--- Goal of the exercise ---
Repeat the listing exactly, minus the pictures.

==== Data for review

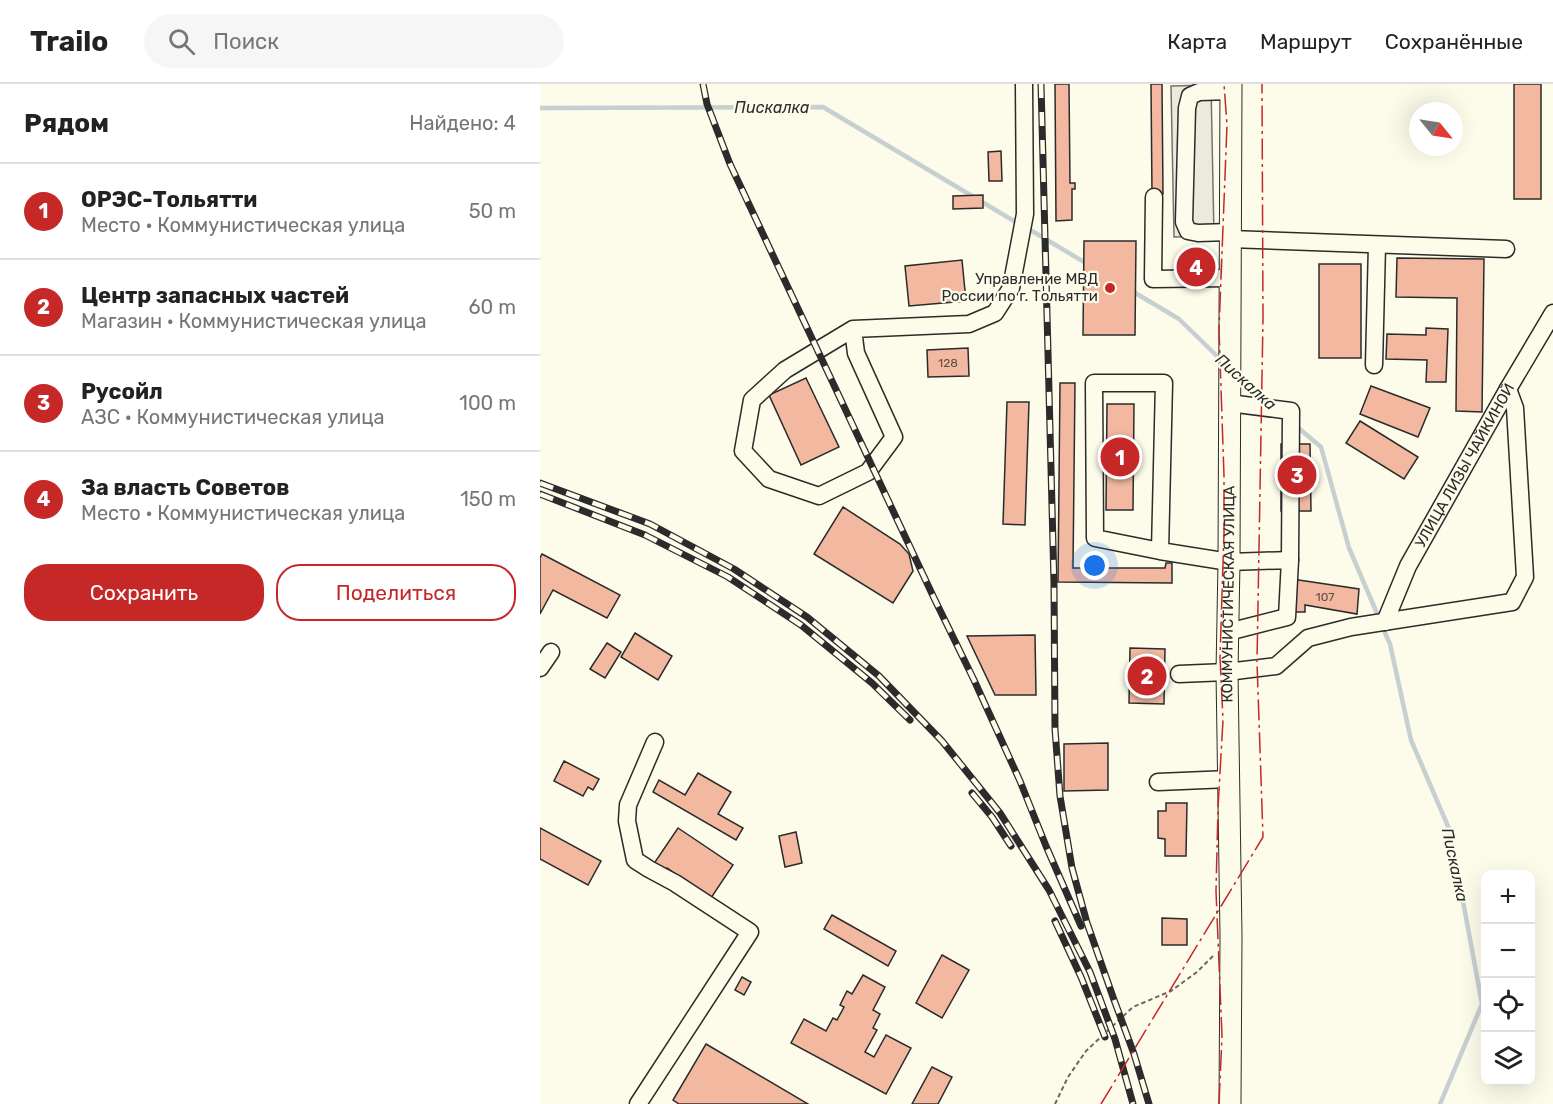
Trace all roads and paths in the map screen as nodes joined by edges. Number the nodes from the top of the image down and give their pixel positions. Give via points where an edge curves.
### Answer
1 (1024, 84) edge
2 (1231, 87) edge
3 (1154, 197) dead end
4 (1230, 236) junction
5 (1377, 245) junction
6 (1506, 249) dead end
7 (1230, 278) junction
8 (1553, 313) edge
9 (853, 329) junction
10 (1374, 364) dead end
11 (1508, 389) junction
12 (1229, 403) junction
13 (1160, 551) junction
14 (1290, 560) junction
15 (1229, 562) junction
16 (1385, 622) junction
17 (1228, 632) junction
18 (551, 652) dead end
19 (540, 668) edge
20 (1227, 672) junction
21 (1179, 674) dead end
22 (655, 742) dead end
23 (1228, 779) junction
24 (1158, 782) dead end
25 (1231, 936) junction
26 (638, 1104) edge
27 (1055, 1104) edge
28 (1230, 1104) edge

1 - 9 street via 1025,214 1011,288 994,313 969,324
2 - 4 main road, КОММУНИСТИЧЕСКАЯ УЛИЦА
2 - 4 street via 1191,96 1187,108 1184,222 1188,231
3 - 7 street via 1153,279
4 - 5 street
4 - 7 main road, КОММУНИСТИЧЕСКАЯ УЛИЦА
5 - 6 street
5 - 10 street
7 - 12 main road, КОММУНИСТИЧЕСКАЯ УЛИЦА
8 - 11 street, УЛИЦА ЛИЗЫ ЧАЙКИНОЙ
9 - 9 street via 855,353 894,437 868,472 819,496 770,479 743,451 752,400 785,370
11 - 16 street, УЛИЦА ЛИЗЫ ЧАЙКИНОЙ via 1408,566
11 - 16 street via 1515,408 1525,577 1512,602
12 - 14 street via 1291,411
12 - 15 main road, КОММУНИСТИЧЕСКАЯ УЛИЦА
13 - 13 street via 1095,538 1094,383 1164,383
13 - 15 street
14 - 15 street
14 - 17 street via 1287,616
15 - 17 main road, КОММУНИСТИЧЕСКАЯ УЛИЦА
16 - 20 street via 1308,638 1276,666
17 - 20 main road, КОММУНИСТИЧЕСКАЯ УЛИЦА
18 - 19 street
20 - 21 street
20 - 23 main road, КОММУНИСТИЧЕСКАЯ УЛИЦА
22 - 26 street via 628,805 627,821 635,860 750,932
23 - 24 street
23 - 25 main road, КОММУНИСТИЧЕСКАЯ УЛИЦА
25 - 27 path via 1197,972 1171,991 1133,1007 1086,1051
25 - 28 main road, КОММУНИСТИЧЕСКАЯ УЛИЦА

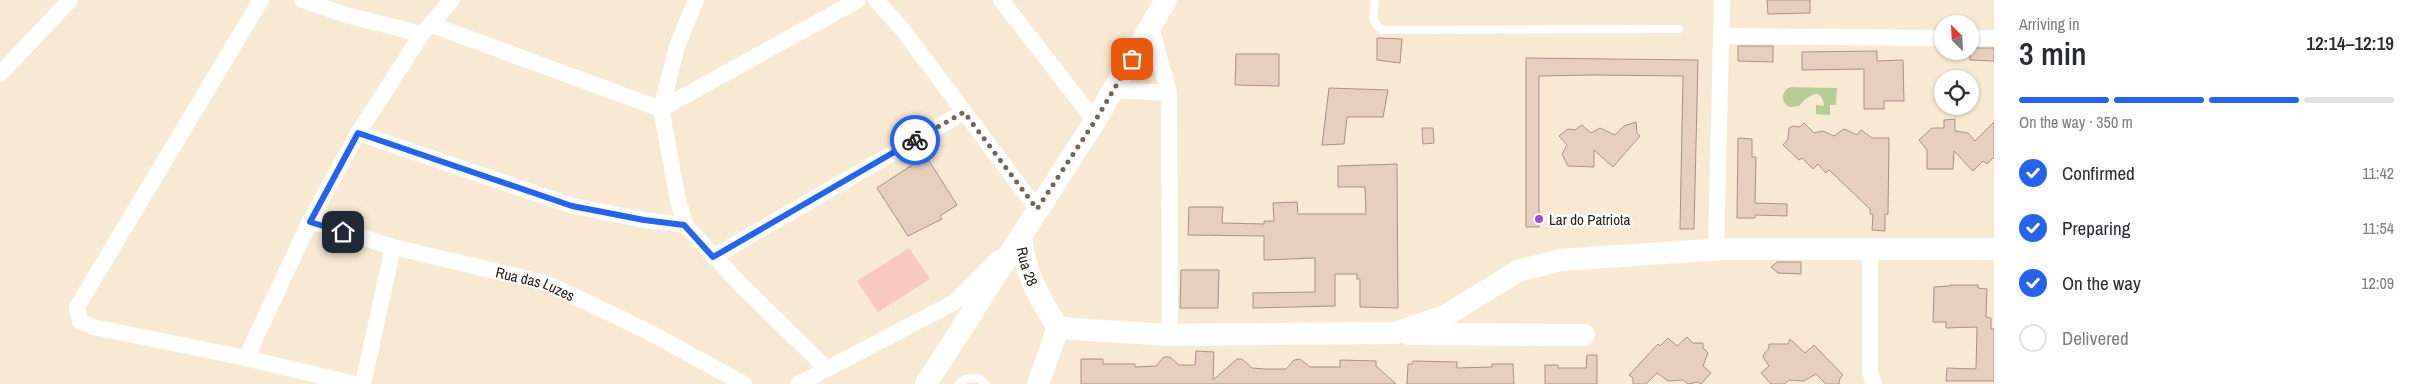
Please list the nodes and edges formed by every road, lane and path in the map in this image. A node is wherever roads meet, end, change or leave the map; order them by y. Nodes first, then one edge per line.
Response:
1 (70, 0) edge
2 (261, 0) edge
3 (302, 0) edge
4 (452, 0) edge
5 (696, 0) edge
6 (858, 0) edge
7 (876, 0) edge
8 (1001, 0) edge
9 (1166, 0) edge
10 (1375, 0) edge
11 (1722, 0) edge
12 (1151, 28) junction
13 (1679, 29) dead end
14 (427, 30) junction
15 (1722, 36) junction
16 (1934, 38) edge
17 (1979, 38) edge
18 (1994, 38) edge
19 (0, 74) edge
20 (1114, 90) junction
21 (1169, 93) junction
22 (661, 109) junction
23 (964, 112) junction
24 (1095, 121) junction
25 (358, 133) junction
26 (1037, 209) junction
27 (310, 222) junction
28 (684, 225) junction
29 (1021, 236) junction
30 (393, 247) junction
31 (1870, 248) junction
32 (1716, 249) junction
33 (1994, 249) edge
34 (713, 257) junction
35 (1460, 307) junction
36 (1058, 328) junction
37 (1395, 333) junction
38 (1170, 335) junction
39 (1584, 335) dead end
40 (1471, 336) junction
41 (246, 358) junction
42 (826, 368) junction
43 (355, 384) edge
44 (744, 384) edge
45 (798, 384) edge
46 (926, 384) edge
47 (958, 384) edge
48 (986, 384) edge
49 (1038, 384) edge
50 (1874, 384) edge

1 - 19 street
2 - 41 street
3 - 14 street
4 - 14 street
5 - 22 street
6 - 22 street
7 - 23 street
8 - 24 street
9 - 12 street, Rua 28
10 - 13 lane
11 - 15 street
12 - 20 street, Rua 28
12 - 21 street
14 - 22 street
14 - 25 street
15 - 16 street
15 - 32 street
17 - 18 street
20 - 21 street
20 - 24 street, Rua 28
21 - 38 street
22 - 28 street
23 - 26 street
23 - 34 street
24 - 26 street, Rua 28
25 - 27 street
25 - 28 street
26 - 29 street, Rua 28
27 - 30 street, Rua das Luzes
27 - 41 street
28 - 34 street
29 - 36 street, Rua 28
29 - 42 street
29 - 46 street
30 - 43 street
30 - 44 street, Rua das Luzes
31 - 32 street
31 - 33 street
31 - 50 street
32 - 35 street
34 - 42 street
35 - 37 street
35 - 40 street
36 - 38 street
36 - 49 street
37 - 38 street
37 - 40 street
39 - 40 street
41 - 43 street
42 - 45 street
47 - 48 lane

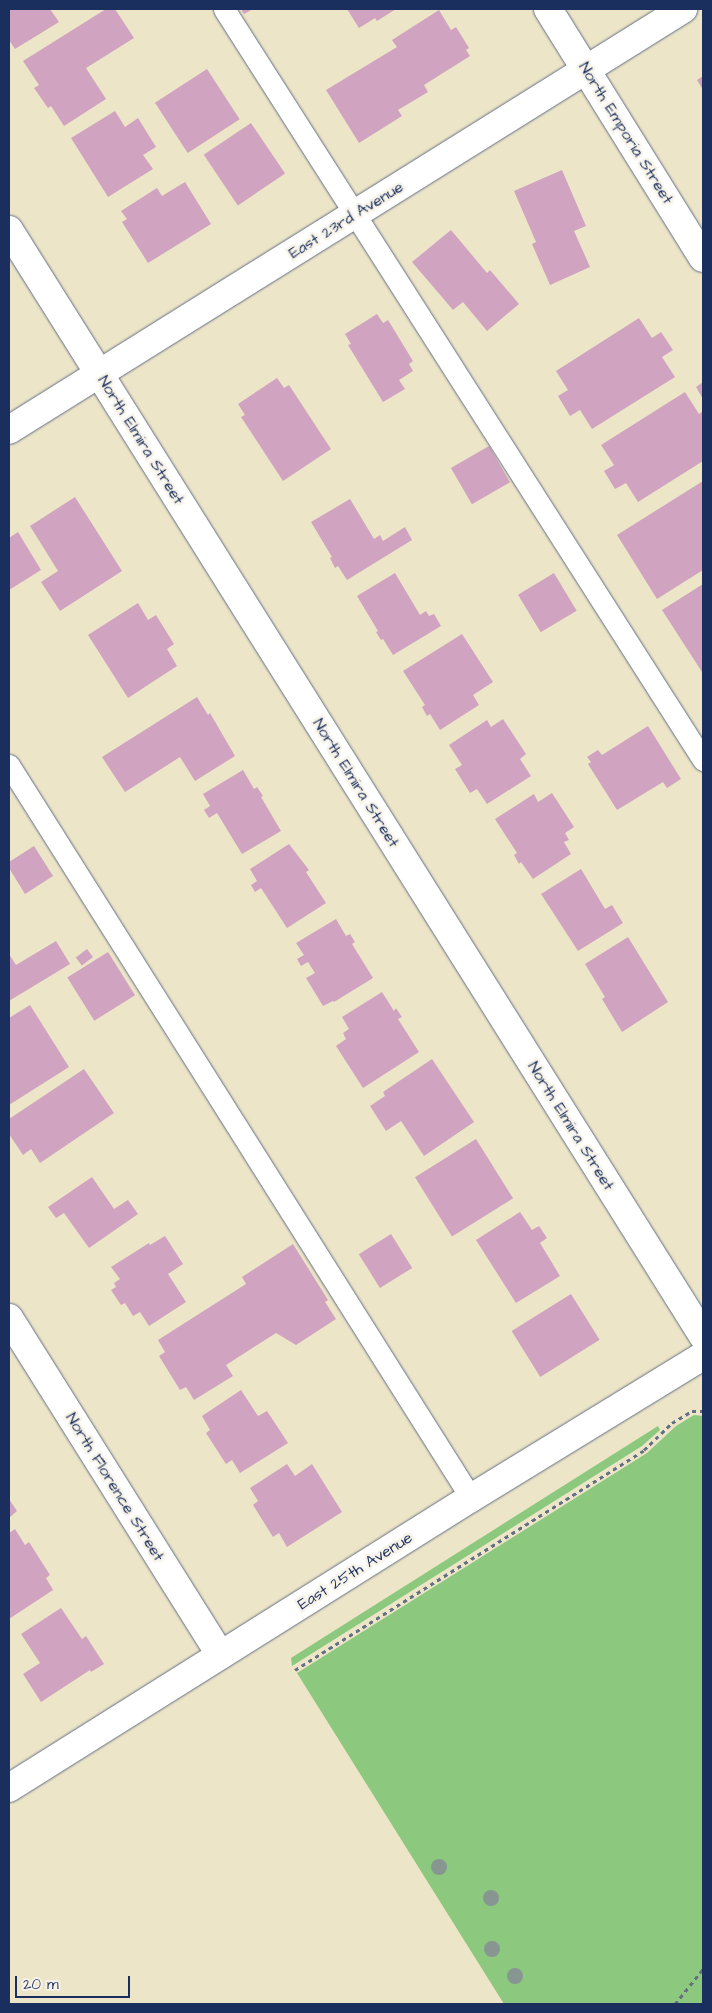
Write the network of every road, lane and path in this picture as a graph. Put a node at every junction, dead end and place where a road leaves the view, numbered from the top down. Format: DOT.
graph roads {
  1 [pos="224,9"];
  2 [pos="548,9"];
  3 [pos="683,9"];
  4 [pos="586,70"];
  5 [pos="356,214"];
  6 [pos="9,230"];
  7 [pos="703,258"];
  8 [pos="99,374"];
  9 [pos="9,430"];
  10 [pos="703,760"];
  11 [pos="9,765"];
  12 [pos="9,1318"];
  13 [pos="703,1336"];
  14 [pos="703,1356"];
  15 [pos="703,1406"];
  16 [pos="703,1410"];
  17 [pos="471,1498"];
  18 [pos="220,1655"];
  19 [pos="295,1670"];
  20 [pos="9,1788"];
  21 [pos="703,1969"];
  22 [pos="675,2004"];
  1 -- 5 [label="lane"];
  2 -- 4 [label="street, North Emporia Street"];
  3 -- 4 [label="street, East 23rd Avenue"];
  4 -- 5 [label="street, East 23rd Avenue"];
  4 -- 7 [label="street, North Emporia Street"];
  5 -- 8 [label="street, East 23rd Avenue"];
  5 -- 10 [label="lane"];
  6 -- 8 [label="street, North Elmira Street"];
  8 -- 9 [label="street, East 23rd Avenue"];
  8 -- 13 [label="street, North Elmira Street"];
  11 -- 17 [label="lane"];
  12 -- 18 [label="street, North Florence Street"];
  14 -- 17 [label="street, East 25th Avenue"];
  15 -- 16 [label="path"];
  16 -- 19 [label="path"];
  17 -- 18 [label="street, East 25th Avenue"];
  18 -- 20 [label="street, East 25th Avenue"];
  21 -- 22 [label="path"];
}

========

--- Finished task ---
Trace all roads and paths in the map screen as nodes joined by edges. Number the nodes from the top of the image down and give their pixel positions. Give via points where an edge curves.
### Answer
1 (1024, 84) edge
2 (1231, 87) edge
3 (1154, 197) dead end
4 (1230, 236) junction
5 (1377, 245) junction
6 (1506, 249) dead end
7 (1230, 278) junction
8 (1553, 313) edge
9 (853, 329) junction
10 (1374, 364) dead end
11 (1508, 389) junction
12 (1229, 403) junction
13 (1160, 551) junction
14 (1290, 560) junction
15 (1229, 562) junction
16 (1385, 622) junction
17 (1228, 632) junction
18 (551, 652) dead end
19 (540, 668) edge
20 (1227, 672) junction
21 (1179, 674) dead end
22 (655, 742) dead end
23 (1228, 779) junction
24 (1158, 782) dead end
25 (1231, 936) junction
26 (638, 1104) edge
27 (1055, 1104) edge
28 (1230, 1104) edge

1 - 9 street via 1025,214 1011,288 994,313 969,324
2 - 4 main road, КОММУНИСТИЧЕСКАЯ УЛИЦА
2 - 4 street via 1191,96 1187,108 1184,222 1188,231
3 - 7 street via 1153,279
4 - 5 street
4 - 7 main road, КОММУНИСТИЧЕСКАЯ УЛИЦА
5 - 6 street
5 - 10 street
7 - 12 main road, КОММУНИСТИЧЕСКАЯ УЛИЦА
8 - 11 street, УЛИЦА ЛИЗЫ ЧАЙКИНОЙ
9 - 9 street via 855,353 894,437 868,472 819,496 770,479 743,451 752,400 785,370
11 - 16 street, УЛИЦА ЛИЗЫ ЧАЙКИНОЙ via 1408,566
11 - 16 street via 1515,408 1525,577 1512,602
12 - 14 street via 1291,411
12 - 15 main road, КОММУНИСТИЧЕСКАЯ УЛИЦА
13 - 13 street via 1095,538 1094,383 1164,383
13 - 15 street
14 - 15 street
14 - 17 street via 1287,616
15 - 17 main road, КОММУНИСТИЧЕСКАЯ УЛИЦА
16 - 20 street via 1308,638 1276,666
17 - 20 main road, КОММУНИСТИЧЕСКАЯ УЛИЦА
18 - 19 street
20 - 21 street
20 - 23 main road, КОММУНИСТИЧЕСКАЯ УЛИЦА
22 - 26 street via 628,805 627,821 635,860 750,932
23 - 24 street
23 - 25 main road, КОММУНИСТИЧЕСКАЯ УЛИЦА
25 - 27 path via 1197,972 1171,991 1133,1007 1086,1051
25 - 28 main road, КОММУНИСТИЧЕСКАЯ УЛИЦА

Please list the nodes and edges formed by every road, lane and path in the map in this image. A node is wherever roads meet, end, change or leave the map; order them by y. Nodes first, then one edge per line.
Response:
1 (70, 0) edge
2 (261, 0) edge
3 (302, 0) edge
4 (452, 0) edge
5 (696, 0) edge
6 (858, 0) edge
7 (876, 0) edge
8 (1001, 0) edge
9 (1166, 0) edge
10 (1375, 0) edge
11 (1722, 0) edge
12 (1151, 28) junction
13 (1679, 29) dead end
14 (427, 30) junction
15 (1722, 36) junction
16 (1934, 38) edge
17 (1979, 38) edge
18 (1994, 38) edge
19 (0, 74) edge
20 (1114, 90) junction
21 (1169, 93) junction
22 (661, 109) junction
23 (964, 112) junction
24 (1095, 121) junction
25 (358, 133) junction
26 (1037, 209) junction
27 (310, 222) junction
28 (684, 225) junction
29 (1021, 236) junction
30 (393, 247) junction
31 (1870, 248) junction
32 (1716, 249) junction
33 (1994, 249) edge
34 (713, 257) junction
35 (1460, 307) junction
36 (1058, 328) junction
37 (1395, 333) junction
38 (1170, 335) junction
39 (1584, 335) dead end
40 (1471, 336) junction
41 (246, 358) junction
42 (826, 368) junction
43 (355, 384) edge
44 (744, 384) edge
45 (798, 384) edge
46 (926, 384) edge
47 (958, 384) edge
48 (986, 384) edge
49 (1038, 384) edge
50 (1874, 384) edge

1 - 19 street
2 - 41 street
3 - 14 street
4 - 14 street
5 - 22 street
6 - 22 street
7 - 23 street
8 - 24 street
9 - 12 street, Rua 28
10 - 13 lane
11 - 15 street
12 - 20 street, Rua 28
12 - 21 street
14 - 22 street
14 - 25 street
15 - 16 street
15 - 32 street
17 - 18 street
20 - 21 street
20 - 24 street, Rua 28
21 - 38 street
22 - 28 street
23 - 26 street
23 - 34 street
24 - 26 street, Rua 28
25 - 27 street
25 - 28 street
26 - 29 street, Rua 28
27 - 30 street, Rua das Luzes
27 - 41 street
28 - 34 street
29 - 36 street, Rua 28
29 - 42 street
29 - 46 street
30 - 43 street
30 - 44 street, Rua das Luzes
31 - 32 street
31 - 33 street
31 - 50 street
32 - 35 street
34 - 42 street
35 - 37 street
35 - 40 street
36 - 38 street
36 - 49 street
37 - 38 street
37 - 40 street
39 - 40 street
41 - 43 street
42 - 45 street
47 - 48 lane

Write the network of every road, lane and path in this picture as a graph. Put a node at every junction, dead end and place where a road leaves the view, numbered from the top down. Format: DOT.
graph roads {
  1 [pos="224,9"];
  2 [pos="548,9"];
  3 [pos="683,9"];
  4 [pos="586,70"];
  5 [pos="356,214"];
  6 [pos="9,230"];
  7 [pos="703,258"];
  8 [pos="99,374"];
  9 [pos="9,430"];
  10 [pos="703,760"];
  11 [pos="9,765"];
  12 [pos="9,1318"];
  13 [pos="703,1336"];
  14 [pos="703,1356"];
  15 [pos="703,1406"];
  16 [pos="703,1410"];
  17 [pos="471,1498"];
  18 [pos="220,1655"];
  19 [pos="295,1670"];
  20 [pos="9,1788"];
  21 [pos="703,1969"];
  22 [pos="675,2004"];
  1 -- 5 [label="lane"];
  2 -- 4 [label="street, North Emporia Street"];
  3 -- 4 [label="street, East 23rd Avenue"];
  4 -- 5 [label="street, East 23rd Avenue"];
  4 -- 7 [label="street, North Emporia Street"];
  5 -- 8 [label="street, East 23rd Avenue"];
  5 -- 10 [label="lane"];
  6 -- 8 [label="street, North Elmira Street"];
  8 -- 9 [label="street, East 23rd Avenue"];
  8 -- 13 [label="street, North Elmira Street"];
  11 -- 17 [label="lane"];
  12 -- 18 [label="street, North Florence Street"];
  14 -- 17 [label="street, East 25th Avenue"];
  15 -- 16 [label="path"];
  16 -- 19 [label="path"];
  17 -- 18 [label="street, East 25th Avenue"];
  18 -- 20 [label="street, East 25th Avenue"];
  21 -- 22 [label="path"];
}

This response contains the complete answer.